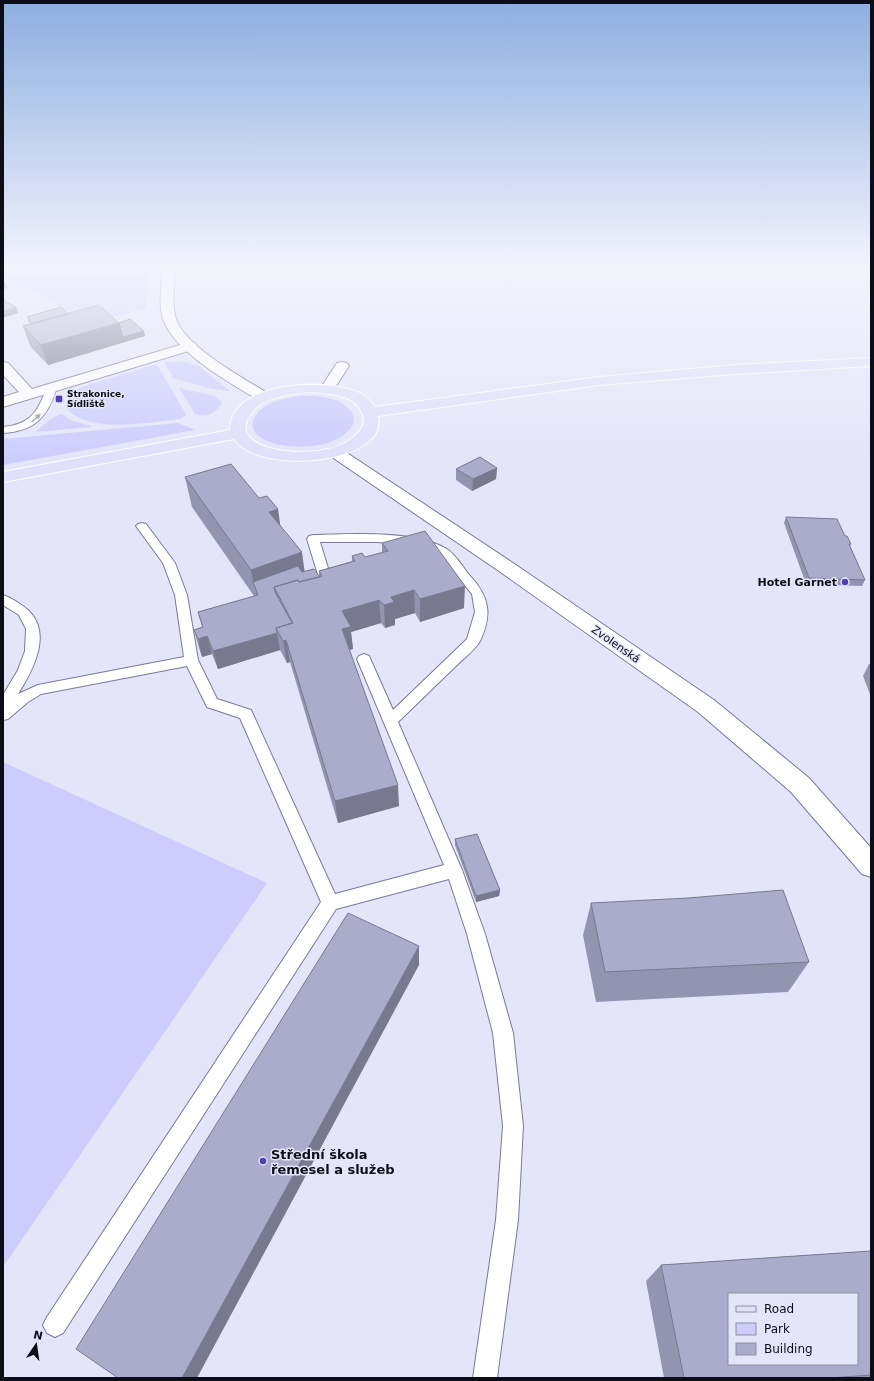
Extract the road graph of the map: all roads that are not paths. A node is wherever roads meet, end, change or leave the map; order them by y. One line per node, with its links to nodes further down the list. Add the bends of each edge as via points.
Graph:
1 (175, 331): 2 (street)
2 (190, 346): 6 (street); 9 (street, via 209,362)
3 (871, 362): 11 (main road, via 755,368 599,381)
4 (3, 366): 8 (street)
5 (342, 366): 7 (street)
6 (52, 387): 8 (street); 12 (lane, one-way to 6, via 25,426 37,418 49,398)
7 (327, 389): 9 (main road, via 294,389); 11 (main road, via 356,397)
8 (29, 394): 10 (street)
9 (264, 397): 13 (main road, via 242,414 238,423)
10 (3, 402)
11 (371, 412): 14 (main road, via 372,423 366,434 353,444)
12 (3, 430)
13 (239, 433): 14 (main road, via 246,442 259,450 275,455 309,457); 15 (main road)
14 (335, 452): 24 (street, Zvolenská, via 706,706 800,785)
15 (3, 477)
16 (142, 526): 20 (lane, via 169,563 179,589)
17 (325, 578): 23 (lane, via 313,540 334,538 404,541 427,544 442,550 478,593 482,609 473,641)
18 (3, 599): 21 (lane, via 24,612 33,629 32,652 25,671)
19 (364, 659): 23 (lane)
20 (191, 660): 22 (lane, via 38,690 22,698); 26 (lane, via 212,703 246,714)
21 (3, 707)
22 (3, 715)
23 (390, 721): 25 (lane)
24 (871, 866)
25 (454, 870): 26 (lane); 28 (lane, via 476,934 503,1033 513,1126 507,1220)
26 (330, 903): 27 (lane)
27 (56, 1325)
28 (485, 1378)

▶ _Required action_
Reproduce all the entries above exactly. Include no images.

▶ _Problem solution_
Extract the road graph of the map: all roads that are not paths. A node is wherever roads meet, end, change or leave the map; order them by y. One line per node, with its links to nodes further down the list. Add the bends of each edge as via points.
Graph:
1 (175, 331): 2 (street)
2 (190, 346): 6 (street); 9 (street, via 209,362)
3 (871, 362): 11 (main road, via 755,368 599,381)
4 (3, 366): 8 (street)
5 (342, 366): 7 (street)
6 (52, 387): 8 (street); 12 (lane, one-way to 6, via 25,426 37,418 49,398)
7 (327, 389): 9 (main road, via 294,389); 11 (main road, via 356,397)
8 (29, 394): 10 (street)
9 (264, 397): 13 (main road, via 242,414 238,423)
10 (3, 402)
11 (371, 412): 14 (main road, via 372,423 366,434 353,444)
12 (3, 430)
13 (239, 433): 14 (main road, via 246,442 259,450 275,455 309,457); 15 (main road)
14 (335, 452): 24 (street, Zvolenská, via 706,706 800,785)
15 (3, 477)
16 (142, 526): 20 (lane, via 169,563 179,589)
17 (325, 578): 23 (lane, via 313,540 334,538 404,541 427,544 442,550 478,593 482,609 473,641)
18 (3, 599): 21 (lane, via 24,612 33,629 32,652 25,671)
19 (364, 659): 23 (lane)
20 (191, 660): 22 (lane, via 38,690 22,698); 26 (lane, via 212,703 246,714)
21 (3, 707)
22 (3, 715)
23 (390, 721): 25 (lane)
24 (871, 866)
25 (454, 870): 26 (lane); 28 (lane, via 476,934 503,1033 513,1126 507,1220)
26 (330, 903): 27 (lane)
27 (56, 1325)
28 (485, 1378)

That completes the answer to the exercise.